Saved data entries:
════════

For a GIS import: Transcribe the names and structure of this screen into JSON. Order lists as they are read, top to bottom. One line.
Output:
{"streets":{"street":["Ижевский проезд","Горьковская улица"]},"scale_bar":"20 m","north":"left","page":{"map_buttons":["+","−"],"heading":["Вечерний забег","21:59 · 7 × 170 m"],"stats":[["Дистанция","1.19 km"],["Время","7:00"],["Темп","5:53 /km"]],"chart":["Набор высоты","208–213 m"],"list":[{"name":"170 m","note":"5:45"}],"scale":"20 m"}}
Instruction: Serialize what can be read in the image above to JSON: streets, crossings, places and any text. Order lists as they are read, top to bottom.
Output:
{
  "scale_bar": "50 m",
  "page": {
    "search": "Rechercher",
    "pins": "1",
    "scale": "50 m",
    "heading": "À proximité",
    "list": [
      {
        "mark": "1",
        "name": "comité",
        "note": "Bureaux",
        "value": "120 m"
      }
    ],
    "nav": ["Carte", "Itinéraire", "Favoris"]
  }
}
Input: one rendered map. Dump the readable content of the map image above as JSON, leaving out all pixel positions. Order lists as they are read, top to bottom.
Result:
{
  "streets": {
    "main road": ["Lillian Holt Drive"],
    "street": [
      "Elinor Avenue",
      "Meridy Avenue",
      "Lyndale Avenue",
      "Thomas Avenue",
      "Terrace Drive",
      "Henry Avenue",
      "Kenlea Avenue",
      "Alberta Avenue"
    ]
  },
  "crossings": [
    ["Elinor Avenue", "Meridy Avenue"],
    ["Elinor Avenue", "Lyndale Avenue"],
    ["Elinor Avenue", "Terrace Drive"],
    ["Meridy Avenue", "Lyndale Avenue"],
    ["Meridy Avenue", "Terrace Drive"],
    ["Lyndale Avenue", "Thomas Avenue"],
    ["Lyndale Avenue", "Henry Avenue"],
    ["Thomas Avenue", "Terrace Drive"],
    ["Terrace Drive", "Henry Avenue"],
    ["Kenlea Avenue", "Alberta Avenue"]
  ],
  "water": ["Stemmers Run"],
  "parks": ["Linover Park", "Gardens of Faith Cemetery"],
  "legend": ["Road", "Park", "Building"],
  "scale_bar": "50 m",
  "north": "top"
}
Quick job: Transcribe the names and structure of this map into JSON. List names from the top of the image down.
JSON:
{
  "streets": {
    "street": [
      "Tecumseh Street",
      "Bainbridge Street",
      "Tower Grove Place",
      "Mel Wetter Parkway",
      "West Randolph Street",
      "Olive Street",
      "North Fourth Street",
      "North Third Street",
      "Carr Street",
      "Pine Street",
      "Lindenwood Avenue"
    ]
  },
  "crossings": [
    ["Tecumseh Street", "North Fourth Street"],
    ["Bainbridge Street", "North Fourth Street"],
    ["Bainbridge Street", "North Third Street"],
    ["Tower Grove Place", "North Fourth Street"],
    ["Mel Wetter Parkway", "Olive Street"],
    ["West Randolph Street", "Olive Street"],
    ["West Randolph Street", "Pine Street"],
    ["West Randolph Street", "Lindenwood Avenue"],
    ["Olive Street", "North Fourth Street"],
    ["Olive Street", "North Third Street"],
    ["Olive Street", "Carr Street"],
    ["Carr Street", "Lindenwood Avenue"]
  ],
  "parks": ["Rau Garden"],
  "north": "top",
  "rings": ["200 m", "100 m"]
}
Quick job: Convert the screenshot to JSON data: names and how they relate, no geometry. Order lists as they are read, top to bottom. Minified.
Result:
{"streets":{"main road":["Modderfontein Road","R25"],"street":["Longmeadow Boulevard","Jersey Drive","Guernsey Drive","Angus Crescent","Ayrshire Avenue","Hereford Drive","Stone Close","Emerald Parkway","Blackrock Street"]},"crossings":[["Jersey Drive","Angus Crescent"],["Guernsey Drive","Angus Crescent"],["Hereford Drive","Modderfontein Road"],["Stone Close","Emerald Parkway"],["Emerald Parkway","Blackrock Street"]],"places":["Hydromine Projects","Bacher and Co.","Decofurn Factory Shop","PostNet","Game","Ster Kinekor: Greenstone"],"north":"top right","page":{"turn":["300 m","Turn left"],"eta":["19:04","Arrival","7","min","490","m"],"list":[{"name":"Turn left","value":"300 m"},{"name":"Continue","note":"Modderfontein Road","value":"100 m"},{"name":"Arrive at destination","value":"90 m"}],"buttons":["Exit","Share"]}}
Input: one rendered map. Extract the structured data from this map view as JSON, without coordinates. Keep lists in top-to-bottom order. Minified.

════════

PROBLEM TO SOLVE =
All records shown above must be set down again verbatim.

TASK SOLUTION =
For a GIS import: Transcribe the names and structure of this screen into JSON. Order lists as they are read, top to bottom. One line.
Output:
{"streets":{"street":["Ижевский проезд","Горьковская улица"]},"scale_bar":"20 m","north":"left","page":{"map_buttons":["+","−"],"heading":["Вечерний забег","21:59 · 7 × 170 m"],"stats":[["Дистанция","1.19 km"],["Время","7:00"],["Темп","5:53 /km"]],"chart":["Набор высоты","208–213 m"],"list":[{"name":"170 m","note":"5:45"}],"scale":"20 m"}}
Instruction: Serialize what can be read in the image above to JSON: streets, crossings, places and any text. Order lists as they are read, top to bottom.
Output:
{
  "scale_bar": "50 m",
  "page": {
    "search": "Rechercher",
    "pins": "1",
    "scale": "50 m",
    "heading": "À proximité",
    "list": [
      {
        "mark": "1",
        "name": "comité",
        "note": "Bureaux",
        "value": "120 m"
      }
    ],
    "nav": ["Carte", "Itinéraire", "Favoris"]
  }
}
Input: one rendered map. Dump the readable content of the map image above as JSON, leaving out all pixel positions. Order lists as they are read, top to bottom.
Result:
{
  "streets": {
    "main road": ["Lillian Holt Drive"],
    "street": [
      "Elinor Avenue",
      "Meridy Avenue",
      "Lyndale Avenue",
      "Thomas Avenue",
      "Terrace Drive",
      "Henry Avenue",
      "Kenlea Avenue",
      "Alberta Avenue"
    ]
  },
  "crossings": [
    ["Elinor Avenue", "Meridy Avenue"],
    ["Elinor Avenue", "Lyndale Avenue"],
    ["Elinor Avenue", "Terrace Drive"],
    ["Meridy Avenue", "Lyndale Avenue"],
    ["Meridy Avenue", "Terrace Drive"],
    ["Lyndale Avenue", "Thomas Avenue"],
    ["Lyndale Avenue", "Henry Avenue"],
    ["Thomas Avenue", "Terrace Drive"],
    ["Terrace Drive", "Henry Avenue"],
    ["Kenlea Avenue", "Alberta Avenue"]
  ],
  "water": ["Stemmers Run"],
  "parks": ["Linover Park", "Gardens of Faith Cemetery"],
  "legend": ["Road", "Park", "Building"],
  "scale_bar": "50 m",
  "north": "top"
}
Quick job: Transcribe the names and structure of this map into JSON. List names from the top of the image down.
JSON:
{
  "streets": {
    "street": [
      "Tecumseh Street",
      "Bainbridge Street",
      "Tower Grove Place",
      "Mel Wetter Parkway",
      "West Randolph Street",
      "Olive Street",
      "North Fourth Street",
      "North Third Street",
      "Carr Street",
      "Pine Street",
      "Lindenwood Avenue"
    ]
  },
  "crossings": [
    ["Tecumseh Street", "North Fourth Street"],
    ["Bainbridge Street", "North Fourth Street"],
    ["Bainbridge Street", "North Third Street"],
    ["Tower Grove Place", "North Fourth Street"],
    ["Mel Wetter Parkway", "Olive Street"],
    ["West Randolph Street", "Olive Street"],
    ["West Randolph Street", "Pine Street"],
    ["West Randolph Street", "Lindenwood Avenue"],
    ["Olive Street", "North Fourth Street"],
    ["Olive Street", "North Third Street"],
    ["Olive Street", "Carr Street"],
    ["Carr Street", "Lindenwood Avenue"]
  ],
  "parks": ["Rau Garden"],
  "north": "top",
  "rings": ["200 m", "100 m"]
}
Quick job: Convert the screenshot to JSON data: names and how they relate, no geometry. Order lists as they are read, top to bottom. Minified.
Result:
{"streets":{"main road":["Modderfontein Road","R25"],"street":["Longmeadow Boulevard","Jersey Drive","Guernsey Drive","Angus Crescent","Ayrshire Avenue","Hereford Drive","Stone Close","Emerald Parkway","Blackrock Street"]},"crossings":[["Jersey Drive","Angus Crescent"],["Guernsey Drive","Angus Crescent"],["Hereford Drive","Modderfontein Road"],["Stone Close","Emerald Parkway"],["Emerald Parkway","Blackrock Street"]],"places":["Hydromine Projects","Bacher and Co.","Decofurn Factory Shop","PostNet","Game","Ster Kinekor: Greenstone"],"north":"top right","page":{"turn":["300 m","Turn left"],"eta":["19:04","Arrival","7","min","490","m"],"list":[{"name":"Turn left","value":"300 m"},{"name":"Continue","note":"Modderfontein Road","value":"100 m"},{"name":"Arrive at destination","value":"90 m"}],"buttons":["Exit","Share"]}}
Input: one rendered map. Extract the structured data from this map view as JSON, without coordinates. Keep lists in top-to-bottom order. Minified.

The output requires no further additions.